#### [TASK INSTRUCTIONS]
Go through the data and copy each line where the word "that" shows up.

#### [INPUT RECORDS]
======
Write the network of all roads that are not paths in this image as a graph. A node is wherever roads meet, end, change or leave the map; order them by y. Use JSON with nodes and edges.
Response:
======
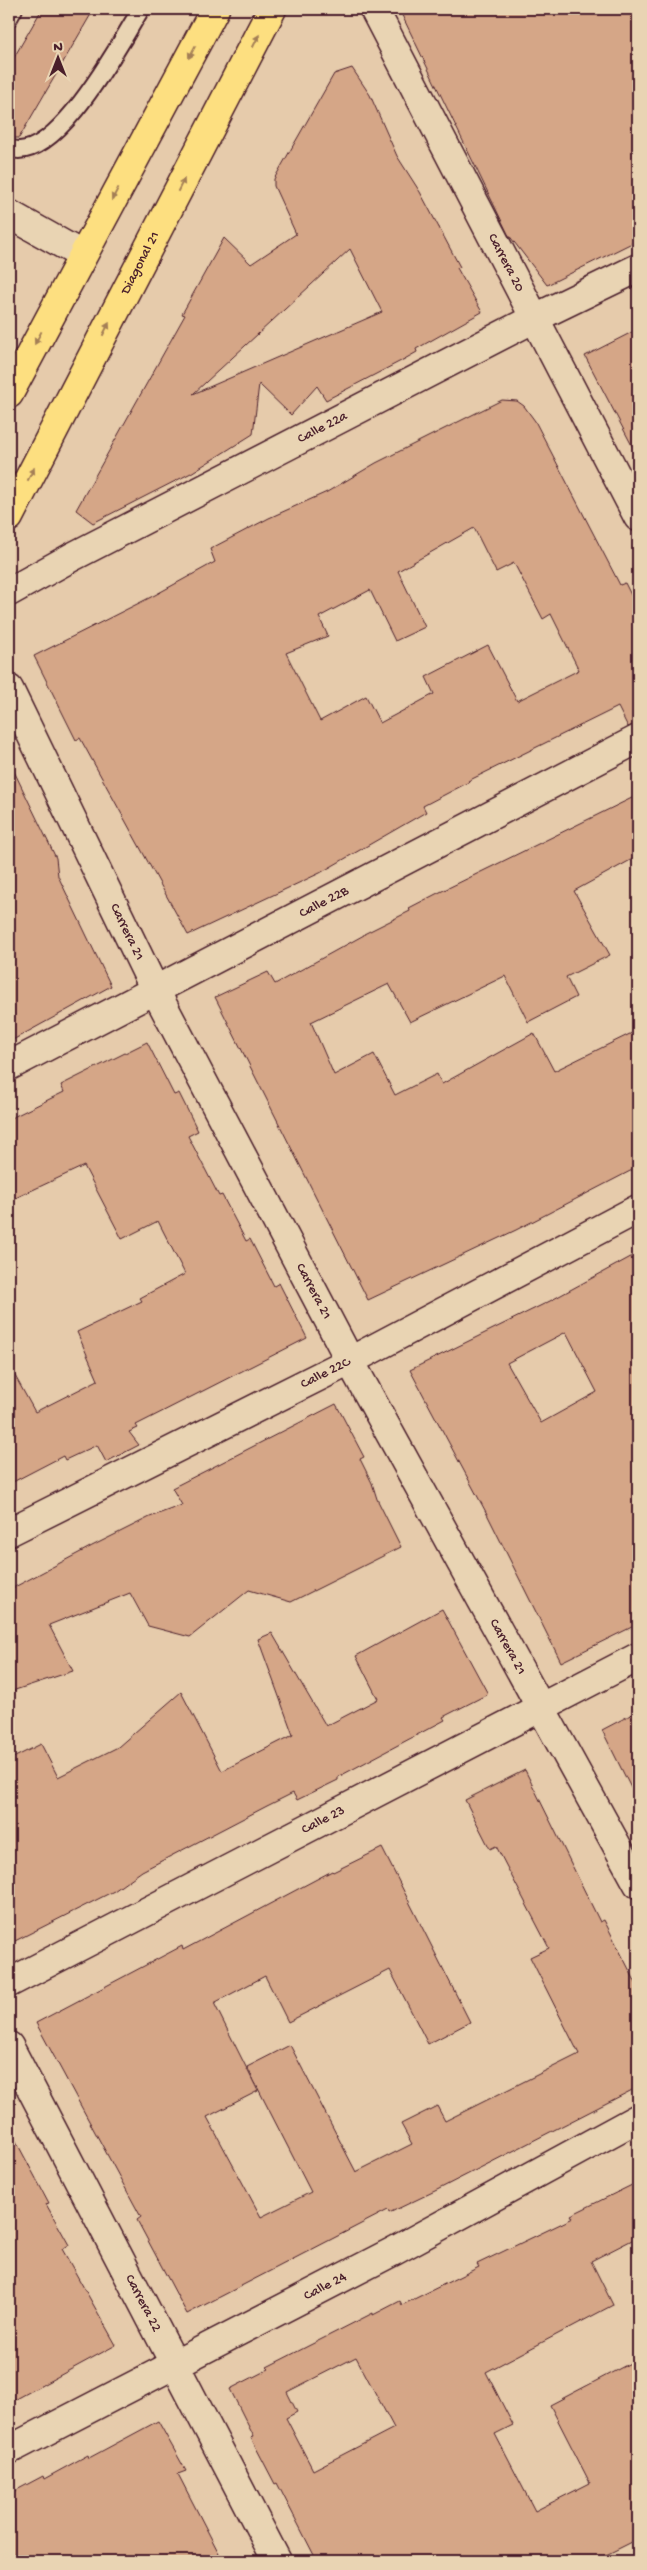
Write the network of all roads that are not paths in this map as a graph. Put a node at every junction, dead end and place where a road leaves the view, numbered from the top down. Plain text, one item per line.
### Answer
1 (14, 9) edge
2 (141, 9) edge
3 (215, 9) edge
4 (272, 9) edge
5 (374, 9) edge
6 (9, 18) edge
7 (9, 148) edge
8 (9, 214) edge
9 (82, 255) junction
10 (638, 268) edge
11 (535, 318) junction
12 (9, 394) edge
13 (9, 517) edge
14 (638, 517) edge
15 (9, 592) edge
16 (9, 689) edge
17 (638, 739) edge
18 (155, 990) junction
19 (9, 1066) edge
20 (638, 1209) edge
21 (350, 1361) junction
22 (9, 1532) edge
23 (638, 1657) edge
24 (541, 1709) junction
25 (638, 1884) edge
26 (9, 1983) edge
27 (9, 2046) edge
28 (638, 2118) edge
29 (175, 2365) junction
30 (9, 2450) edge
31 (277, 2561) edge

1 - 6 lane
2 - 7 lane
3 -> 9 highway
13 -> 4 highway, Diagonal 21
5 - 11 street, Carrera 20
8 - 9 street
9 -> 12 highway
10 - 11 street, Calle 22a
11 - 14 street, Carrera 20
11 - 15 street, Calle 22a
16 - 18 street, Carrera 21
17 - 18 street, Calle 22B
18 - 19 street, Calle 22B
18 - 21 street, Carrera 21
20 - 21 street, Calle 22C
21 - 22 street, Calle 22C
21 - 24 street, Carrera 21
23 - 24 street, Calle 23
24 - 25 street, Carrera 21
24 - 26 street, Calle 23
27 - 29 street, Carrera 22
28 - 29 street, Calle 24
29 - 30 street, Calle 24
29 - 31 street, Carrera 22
======
#### [WORKED SOLUTION]
Write the network of all roads that are not paths in this image as a graph. A node is wherever roads meet, end, change or leave the map; order them by y. Use JSON with nodes and edges.
Write the network of all roads that are not paths in this map as a graph. Put a node at every junction, dead end and place where a road leaves the view, numbered from the top down. Plain text, one item per line.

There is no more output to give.